There was good news from Kagadi and Bunyangabu districts, where they went 42 days without re-infection, double the incubation period.
Kyegegwa district has also been without a new case for a couple of weeks, giving response teams hope that the control measures are working.
But the challenge continues to be people who have been identified as contacts of confirmed cases who then travel without notifying health care workers.
The outbreaks in Jinja and Masaka were triggered by two infected people who traveled separately from Kampala.
Critics believe this is an indication that the health ministry lacks the capacity to manage containment and are concerned about the thoroughness of contact tracing.

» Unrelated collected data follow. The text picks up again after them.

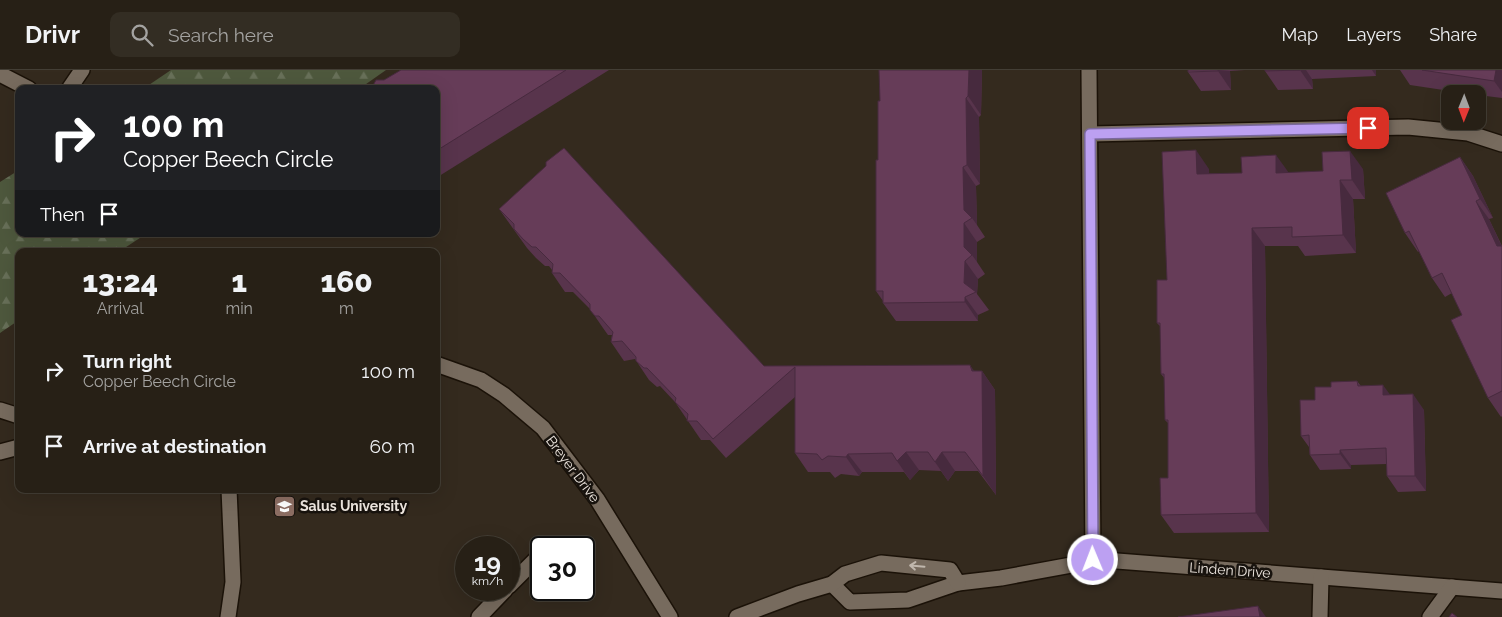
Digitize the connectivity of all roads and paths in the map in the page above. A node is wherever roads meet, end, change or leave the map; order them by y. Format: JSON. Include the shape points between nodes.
{"nodes":[{"id":1,"x":82,"y":70,"type":"edge"},
{"id":2,"x":1089,"y":70,"type":"edge"},
{"id":3,"x":0,"y":74,"type":"edge"},
{"id":4,"x":21,"y":85,"type":"edge"},
{"id":5,"x":72,"y":85,"type":"edge"},
{"id":6,"x":1090,"y":134,"type":"junction"},
{"id":7,"x":1502,"y":144,"type":"edge"},
{"id":8,"x":440,"y":365,"type":"edge"},
{"id":9,"x":0,"y":410,"type":"edge"},
{"id":10,"x":15,"y":415,"type":"edge"},
{"id":11,"x":15,"y":448,"type":"edge"},
{"id":12,"x":0,"y":452,"type":"edge"},
{"id":13,"x":229,"y":493,"type":"edge"},
{"id":14,"x":1093,"y":560,"type":"junction"},
{"id":15,"x":530,"y":565,"type":"edge"},
{"id":16,"x":520,"y":575,"type":"edge"},
{"id":17,"x":1321,"y":577,"type":"junction"},
{"id":18,"x":958,"y":583,"type":"junction"},
{"id":19,"x":832,"y":584,"type":"junction"},
{"id":20,"x":1452,"y":587,"type":"junction"},
{"id":21,"x":1502,"y":592,"type":"edge"},
{"id":22,"x":494,"y":601,"type":"edge"},
{"id":23,"x":228,"y":617,"type":"edge"},
{"id":24,"x":479,"y":617,"type":"edge"},
{"id":25,"x":670,"y":617,"type":"edge"},
{"id":26,"x":737,"y":617,"type":"edge"},
{"id":27,"x":1320,"y":617,"type":"edge"},
{"id":28,"x":1430,"y":617,"type":"edge"}],
"edges":[{"from":1,"to":5,"type":"street"},
{"from":2,"to":6,"type":"street"},
{"from":3,"to":4,"type":"street"},
{"from":6,"to":7,"type":"street","via":[[1408,127],[1468,134]]},
{"from":6,"to":14,"type":"street"},
{"from":8,"to":25,"type":"street","name":"Breyer Drive","via":[[481,380],[543,428],[597,499]]},
{"from":9,"to":10,"type":"street"},
{"from":11,"to":12,"type":"street"},
{"from":13,"to":23,"type":"street","via":[[233,582]]},
{"from":14,"to":17,"type":"street","name":"Linden Drive"},
{"from":14,"to":18,"type":"street","name":"Linden Drive"},
{"from":15,"to":16,"type":"street"},
{"from":17,"to":20,"type":"street","name":"Linden Drive"},
{"from":17,"to":27,"type":"street"},
{"from":18,"to":19,"type":"street","name":"Linden Drive","via":[[908,600],[850,602]]},
{"from":18,"to":19,"type":"street","one_way":true,"via":[[950,570],[880,563],[846,574]]},
{"from":19,"to":26,"type":"street"},
{"from":20,"to":21,"type":"street","name":"Linden Drive"},
{"from":20,"to":28,"type":"street"},
{"from":22,"to":24,"type":"street"}]}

“I think the figures that have been released are confirmed figures, but I don’t think they are comprehensive,” ActionAid’s Xavier Ejoyi told the BBC.
In response, the health minister acknowledged he could not say the quarantine or case identification was “100% airtight”, but expressed confidence that surveillance teams could quickly identify any cases that were been lost.
Lt Col Dr Henry Bosa, the country’s Ebola incident commander, agreed, telling the BBC: ‘If we were withholding data, the evidence would come out – we would see people dying en masse.’
However, he admitted that listing contacts in urban settings was complex and speed mattered.
Pupils are expected to return to class for the new school year in January.
The health ministry estimates the epidemic could end in February or March, though Dr Aceng harshly warned that this would only happen if people obeyed preventive measures.
“The end of this epidemic depends a lot on the communities,” he said.